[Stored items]
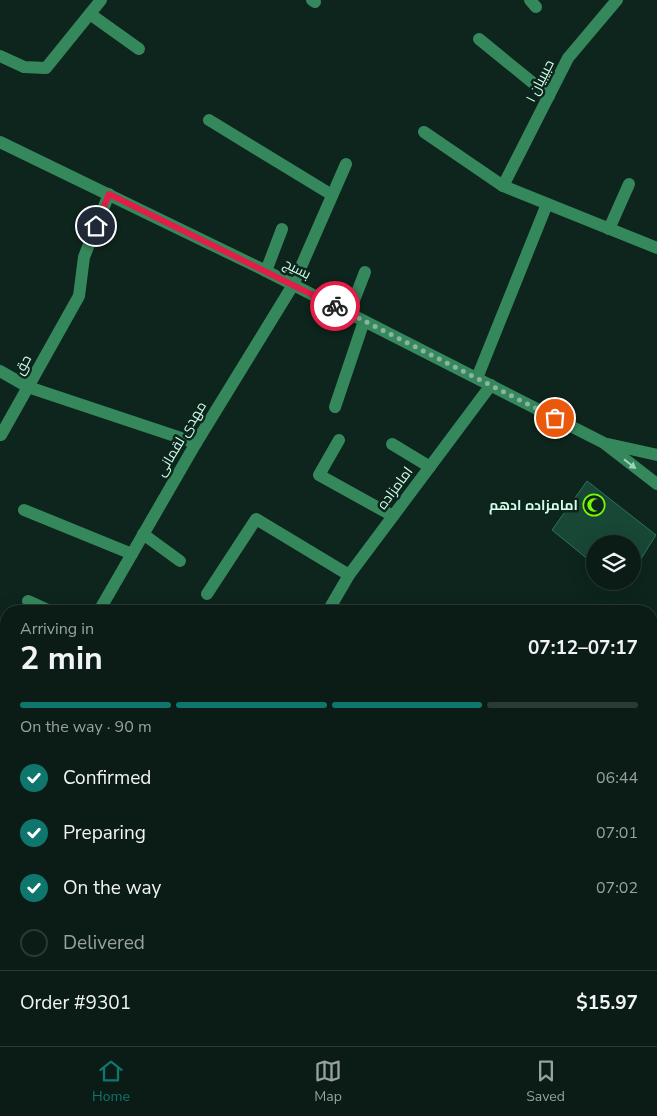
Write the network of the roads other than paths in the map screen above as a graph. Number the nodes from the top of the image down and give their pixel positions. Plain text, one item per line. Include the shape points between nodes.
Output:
1 (101, 0) edge
2 (617, 0) edge
3 (90, 14) junction
4 (479, 38) dead end
5 (140, 49) dead end
6 (0, 56) edge
7 (549, 96) junction
8 (210, 120) dead end
9 (424, 132) dead end
10 (0, 142) edge
11 (346, 164) dead end
12 (630, 184) dead end
13 (503, 186) junction
14 (109, 194) junction
15 (332, 195) junction
16 (547, 204) junction
17 (282, 229) dead end
18 (610, 229) junction
19 (657, 248) edge
20 (266, 270) junction
21 (365, 272) dead end
22 (294, 284) junction
23 (349, 313) junction
24 (364, 321) junction
25 (0, 372) edge
26 (477, 378) junction
27 (491, 386) junction
28 (28, 387) junction
29 (334, 406) dead end
30 (1, 435) edge
31 (339, 440) dead end
32 (196, 443) junction
33 (604, 443) junction
34 (392, 444) dead end
35 (657, 455) edge
36 (430, 467) junction
37 (657, 484) edge
38 (24, 510) dead end
39 (393, 516) junction
40 (143, 534) junction
41 (132, 554) junction
42 (180, 561) dead end
43 (348, 575) junction
44 (207, 594) dead end
45 (28, 601) dead end
46 (37, 605) edge
47 (102, 605) edge
48 (331, 605) edge

1 - 3 street
2 - 7 street, حبیبیان ۱ via 568,58
3 - 5 street
3 - 6 street via 46,68 24,67
4 - 7 street
7 - 13 street, حبیبیان ۱
8 - 15 street
9 - 13 street
10 - 14 street, بسیج
11 - 15 street, مهدی لقمانی
12 - 18 street
13 - 16 street
14 - 20 street, بسیج
14 - 28 street, حق via 84,257 79,296
15 - 22 street, مهدی لقمانی
16 - 18 street
16 - 26 street
17 - 20 street
18 - 19 street
20 - 22 street, بسیج
21 - 23 street
22 - 23 street, بسیج
22 - 32 street, مهدی لقمانی
23 - 24 street, بسیج
24 - 26 street, بسیج
24 - 29 street
25 - 28 street
26 - 27 street, بسیج
27 - 33 street, بسیج
27 - 36 street, امامزاده
28 - 30 street
28 - 32 street, حق
31 - 39 street via 319,474
32 - 40 street, مهدی لقمانی
33 - 35 street
33 -> 37 street
34 - 36 street
36 - 39 street, امامزاده
38 - 41 street
39 - 43 street, امامزاده
40 - 41 street, مهدی لقمانی
40 - 42 street
41 - 47 street, مهدی لقمانی
43 - 44 street via 256,519
43 - 48 street, امامزاده
45 - 46 street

• Problem statement: All of the data is to be returned exactly, with no pictures included.

• Worked solution:
Write the network of the roads other than paths in the map screen above as a graph. Number the nodes from the top of the image down and give their pixel positions. Plain text, one item per line. Include the shape points between nodes.
Output:
1 (101, 0) edge
2 (617, 0) edge
3 (90, 14) junction
4 (479, 38) dead end
5 (140, 49) dead end
6 (0, 56) edge
7 (549, 96) junction
8 (210, 120) dead end
9 (424, 132) dead end
10 (0, 142) edge
11 (346, 164) dead end
12 (630, 184) dead end
13 (503, 186) junction
14 (109, 194) junction
15 (332, 195) junction
16 (547, 204) junction
17 (282, 229) dead end
18 (610, 229) junction
19 (657, 248) edge
20 (266, 270) junction
21 (365, 272) dead end
22 (294, 284) junction
23 (349, 313) junction
24 (364, 321) junction
25 (0, 372) edge
26 (477, 378) junction
27 (491, 386) junction
28 (28, 387) junction
29 (334, 406) dead end
30 (1, 435) edge
31 (339, 440) dead end
32 (196, 443) junction
33 (604, 443) junction
34 (392, 444) dead end
35 (657, 455) edge
36 (430, 467) junction
37 (657, 484) edge
38 (24, 510) dead end
39 (393, 516) junction
40 (143, 534) junction
41 (132, 554) junction
42 (180, 561) dead end
43 (348, 575) junction
44 (207, 594) dead end
45 (28, 601) dead end
46 (37, 605) edge
47 (102, 605) edge
48 (331, 605) edge

1 - 3 street
2 - 7 street, حبیبیان ۱ via 568,58
3 - 5 street
3 - 6 street via 46,68 24,67
4 - 7 street
7 - 13 street, حبیبیان ۱
8 - 15 street
9 - 13 street
10 - 14 street, بسیج
11 - 15 street, مهدی لقمانی
12 - 18 street
13 - 16 street
14 - 20 street, بسیج
14 - 28 street, حق via 84,257 79,296
15 - 22 street, مهدی لقمانی
16 - 18 street
16 - 26 street
17 - 20 street
18 - 19 street
20 - 22 street, بسیج
21 - 23 street
22 - 23 street, بسیج
22 - 32 street, مهدی لقمانی
23 - 24 street, بسیج
24 - 26 street, بسیج
24 - 29 street
25 - 28 street
26 - 27 street, بسیج
27 - 33 street, بسیج
27 - 36 street, امامزاده
28 - 30 street
28 - 32 street, حق
31 - 39 street via 319,474
32 - 40 street, مهدی لقمانی
33 - 35 street
33 -> 37 street
34 - 36 street
36 - 39 street, امامزاده
38 - 41 street
39 - 43 street, امامزاده
40 - 41 street, مهدی لقمانی
40 - 42 street
41 - 47 street, مهدی لقمانی
43 - 44 street via 256,519
43 - 48 street, امامزاده
45 - 46 street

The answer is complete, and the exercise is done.